Combined, the six largest banks offering small-dollar loans run 15,289 domestic branches, according to the Federal Reserve. But it’s important to note that lower-income neighborhoods — the communities most impacted by payday lending — lost more bank branches than higher-income neighborhoods between 2009 and 2017, in the aftermath of the Great Recession, according to a study from the Federal Reserve Bank of Philadelphia. And between 2014 and 2018, banks closed 1,915 more branches than they opened in lower-income neighborhoods, per Bloomberg. 

But since these loans are available on banks’ mobile apps and completely automated, borrowers don’t have to live near a bank branch to have access to these loans. 

“The fact that these loans are available through mobile online banking means somebody doesn’t have to travel to a branch,” Horowitz says. “Even if they would have to travel several miles otherwise, they don’t have to do that to get these loans.”

Another important consideration: Many people can’t open the checking accounts necessary to access these loans. Banks can deny account applications from people with a history of overdraft fees, negative balances or not maintaining required account balances. And while second-chance checking accounts are available for those customers, they’re still missing out on the benefits of small-dollar loans.     

‘The biggest threat to payday lenders’

There’s a reason payday loans have remained popular and available — though banned in 18 states and Washington, D.C. — in spite of their well-documented predatory practices: They’re easy to get, and there are few alternatives. Since payday loans don’t require a credit check, they’ve become one of the only short-term loans available to people with low or nonexistent credit. Most lenders only require a valid ID, proof of full-time employment and an open bank account. 

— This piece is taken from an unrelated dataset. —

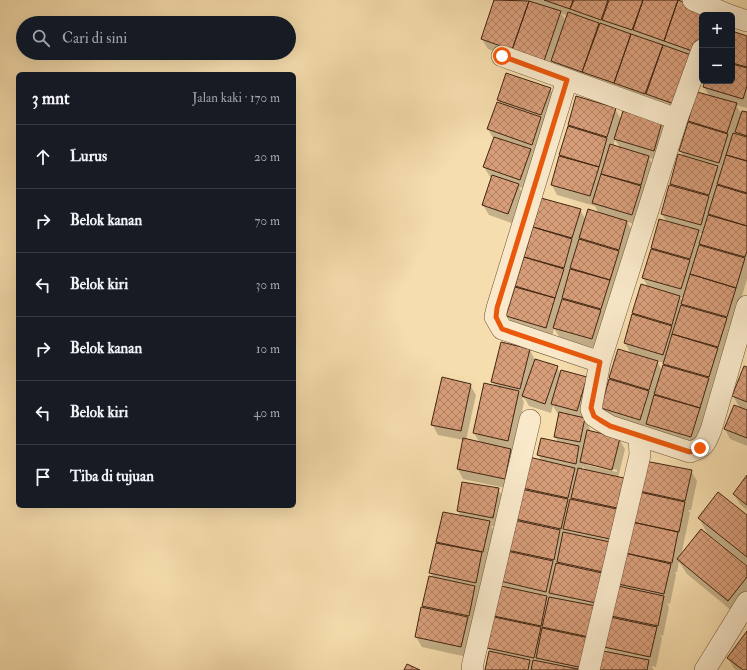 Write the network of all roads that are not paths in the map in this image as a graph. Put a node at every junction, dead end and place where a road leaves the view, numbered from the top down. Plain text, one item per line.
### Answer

While payday loans are often advertised as quick financial cushions for surprise expenses, roughly 70% of payday loan recipients use the cash for recurring expenses like rent and utilities, according to an analysis by Pew Charitable Trusts. The average payday loan borrower earns $30,000 per year; 58% of borrowers have trouble paying their monthly bills, according to the analysis. 

With one more major bank offering a viable alternative and potentially spurring other banks to do the same, it’s not unrealistic to imagine a future in which payday loans no longer monopolize the small-cash loans industry.

“From a competitive standpoint, banks’ small loans likely pose the biggest threat to payday lenders that has yet emerged,” Horowitz says.

It’s worth noting that banks are hardly the first financial institutions to offer payday loan alternatives. For more than a decade, credit unions have been offering payday alternative loans, or PALS, that range between $200 and $1,000 with application fees that cannot exceed $20. The National Credit Union Administration created PALS in 2010 to “provide credit union members with an alternative to high-cost payday loans,” the administration said in a filing. 

On the fintech side, cash advance mobile apps like Earnin, Dave and Brigit let users borrow small amounts of money from their upcoming paychecks. These apps don’t charge interest rates, but may collect fees for things like speedy delivery or processing. Many apps also ask users to include tips. 

Banks have innovated in the space, too. Ally Bank eliminated all overdraft fees in 2021. SoFi doesn’t charge fees for overdrafts of $50 or less. And while Chase Bank charges a $34 fee per overdraft transaction — up to three times a day, for a total of $102 — it doesn’t start charging that fee unless your account is overdrawn by more than $50. 

To find out if your bank offers small-dollar loans, call your bank and ask about loans available to customers. If you have your bank’s mobile app, check there — most of these programs are hosted primarily on the bank’s app.